Learning Ruby, Step Two: Lisp

After my first exercises with Roman numerals I started on something slightly more ambitious: a small Lisp interpreter.

The Wikipedia definition of minimal Lisp has seven elements:

  • car -- given a pair, return the first element;
  • cdr -- given a pair, return the second element;
  • cons -- construct a new pair with given first and second elements;
  • quote -- denote an expression as literal, not to be interpreted;
  • eq -- compare two objects for equality, returning true or false values;
  • if or cond -- a single- or multiple-condition branch operation; and
  • some mechanism to define functions, such as Common Lisp's defun, or else lambda and Scheme's define.

By reputation, Scheme is the cleanest of the Lisp dialects. It's standard fodder for computer science courses thanks to the Abelson, Sussman and Sussman book. On the web I found another text, Introduction to Scheme and Its Implementation, that looked more attractive for my purposes. I skimmed most of it to the implementation section.
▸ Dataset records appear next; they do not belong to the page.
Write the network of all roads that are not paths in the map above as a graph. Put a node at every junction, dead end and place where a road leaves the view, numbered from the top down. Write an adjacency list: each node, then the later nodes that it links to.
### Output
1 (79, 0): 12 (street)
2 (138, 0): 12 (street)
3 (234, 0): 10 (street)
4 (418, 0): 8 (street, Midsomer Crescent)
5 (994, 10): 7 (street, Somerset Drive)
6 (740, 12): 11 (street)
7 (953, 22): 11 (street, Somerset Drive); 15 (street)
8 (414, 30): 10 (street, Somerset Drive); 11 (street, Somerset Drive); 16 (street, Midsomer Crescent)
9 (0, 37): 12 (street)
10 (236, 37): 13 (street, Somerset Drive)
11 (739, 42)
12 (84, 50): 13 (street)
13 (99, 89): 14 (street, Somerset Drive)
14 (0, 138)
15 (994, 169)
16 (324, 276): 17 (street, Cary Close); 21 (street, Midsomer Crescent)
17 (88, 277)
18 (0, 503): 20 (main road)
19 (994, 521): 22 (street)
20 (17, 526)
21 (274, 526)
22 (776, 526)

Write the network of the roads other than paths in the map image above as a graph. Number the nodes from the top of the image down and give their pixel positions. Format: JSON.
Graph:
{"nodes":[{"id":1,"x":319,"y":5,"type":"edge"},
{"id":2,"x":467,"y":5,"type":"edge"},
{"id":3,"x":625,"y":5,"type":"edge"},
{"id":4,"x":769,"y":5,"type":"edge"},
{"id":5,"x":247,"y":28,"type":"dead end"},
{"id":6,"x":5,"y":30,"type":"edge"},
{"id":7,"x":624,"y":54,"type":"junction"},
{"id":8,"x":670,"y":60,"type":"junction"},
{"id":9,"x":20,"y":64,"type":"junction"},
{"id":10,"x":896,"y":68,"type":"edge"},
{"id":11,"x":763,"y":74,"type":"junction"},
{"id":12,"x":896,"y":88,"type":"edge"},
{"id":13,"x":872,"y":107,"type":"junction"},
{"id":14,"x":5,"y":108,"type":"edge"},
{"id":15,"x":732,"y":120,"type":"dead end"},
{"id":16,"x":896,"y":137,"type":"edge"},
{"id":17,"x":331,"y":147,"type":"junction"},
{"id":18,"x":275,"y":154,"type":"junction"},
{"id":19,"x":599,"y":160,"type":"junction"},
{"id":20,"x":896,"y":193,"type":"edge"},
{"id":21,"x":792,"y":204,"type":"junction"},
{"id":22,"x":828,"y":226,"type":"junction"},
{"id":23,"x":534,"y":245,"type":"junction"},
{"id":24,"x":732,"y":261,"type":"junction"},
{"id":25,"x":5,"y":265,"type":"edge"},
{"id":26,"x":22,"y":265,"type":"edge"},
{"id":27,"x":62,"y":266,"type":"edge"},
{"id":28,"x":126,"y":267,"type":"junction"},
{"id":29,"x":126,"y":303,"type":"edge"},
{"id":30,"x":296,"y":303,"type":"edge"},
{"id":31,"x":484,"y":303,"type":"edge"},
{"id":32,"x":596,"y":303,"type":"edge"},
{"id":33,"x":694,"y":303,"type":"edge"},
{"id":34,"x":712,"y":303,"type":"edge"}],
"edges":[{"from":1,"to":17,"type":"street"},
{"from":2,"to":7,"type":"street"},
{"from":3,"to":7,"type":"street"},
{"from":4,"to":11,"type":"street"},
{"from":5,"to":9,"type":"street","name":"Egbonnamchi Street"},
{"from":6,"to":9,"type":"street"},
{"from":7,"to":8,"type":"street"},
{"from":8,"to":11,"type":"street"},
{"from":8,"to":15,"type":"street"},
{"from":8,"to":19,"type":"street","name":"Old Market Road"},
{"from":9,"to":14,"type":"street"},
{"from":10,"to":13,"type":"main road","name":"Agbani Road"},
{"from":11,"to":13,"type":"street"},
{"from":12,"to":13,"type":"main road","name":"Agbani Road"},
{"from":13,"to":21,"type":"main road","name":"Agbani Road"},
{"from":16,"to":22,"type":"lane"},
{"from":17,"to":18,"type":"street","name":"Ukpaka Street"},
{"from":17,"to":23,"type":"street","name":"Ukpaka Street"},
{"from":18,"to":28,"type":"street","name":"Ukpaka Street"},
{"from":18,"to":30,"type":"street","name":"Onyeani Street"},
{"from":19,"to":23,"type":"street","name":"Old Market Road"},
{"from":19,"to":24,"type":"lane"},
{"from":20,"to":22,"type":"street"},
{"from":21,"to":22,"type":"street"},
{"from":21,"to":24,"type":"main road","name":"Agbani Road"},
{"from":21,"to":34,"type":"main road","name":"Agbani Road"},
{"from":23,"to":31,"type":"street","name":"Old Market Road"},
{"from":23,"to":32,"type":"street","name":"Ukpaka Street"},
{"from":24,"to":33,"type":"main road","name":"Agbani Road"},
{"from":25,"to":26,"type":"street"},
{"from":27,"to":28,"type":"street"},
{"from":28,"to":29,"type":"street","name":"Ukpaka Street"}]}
A Scheme applet was useful for testing purposes. My first test case was as simple as you could get.

  def test_simple
    assert_equal(2, @s.eval_scheme_str('(+ 1 1)'))
  end

Or was it? Of course, a function that reads in that input (and no other) and returns the right answer is trivial. However, languages and their interpreters (or compilers, the difference is fuzzy) are well understood and can be specified properly. I wrote down a quick, informal grammar for a minimal subset of Scheme:

expr => \d
operator => [+-*/]
expr => '(' operator expr more_exprs ')'
more_exprs => expr
more_exprs => expr more_exprs

I could not resist the temptation is to whip up some regular expressions, but of course this was a mistake. The code started to get more complicated and the unit tests showed I was regressing. I started again and wrote a tokenizing function that scans character by character. Much simpler and robust. My tokenizer returned an array of tokens.

  assert_equal(['(', '+', '1', '1', ')'], @s.tokenize('(+ 1 1)'))

Incidentally, the tests expose the implementation. Is this a violation of encapsulation? Not in spirit, because the tests can be considered documentation of the implementation. They need to change if it changes.

In general I suspect that objects cannot have many private methods when you take the TDD approach. A private method is hard to test and therefore hard to refactor.

I wrote a parser that would generate a tree from the tokens and an evaluator that walked the tree.

Some tests later, I was able to run my first non-trivial Scheme expression.

  def test_nested
    assert_equal(30, @s.eval_scheme_str('(* 3 (/ 100 10))'))
  end

I could make a really primitive interpreter with a simple loop:

  while str = gets
    print @s.eval_scheme_str(str), "\n"
  end

To my mind, lists map naturally to Ruby arrays. This made cons, car and cdr easy. They just became additional operators within the same grammar I already had working.

  def test_lists
    assert_equal([ 2, 3 ], @s.eval_scheme_str('(cons (+ 1 1)(+ 2 1))'))
    assert_equal(30, @s.eval_scheme_str('(car (cons (* 3 (/ 100 10)) 10))'))
    assert_equal('a', @s.eval_scheme_str('(car (cons a (cons b c)))'))
    assert_equal([ 'b', 'c' ], @s.eval_scheme_str('(cdr (cons a (cons b c)))'))
  end

That's as far as I've come up to now. I've seen enough to get a feel for Ruby. Frankly, compared to many other computer languages, it's addictive. It works mostly the way I expect it to work, but there is enough expressive power so I don't feel the need to write code to do the obvious. Using Ruby with TDD, you get short cycles with quick feedback.

I might go on and implement the missing parts of the scheme interpreter or I might try something closer to what I might need to do in the real world some time. For example there are Pragmatic Dave Thomas's Kata.

[Updated the link the scheme applet.]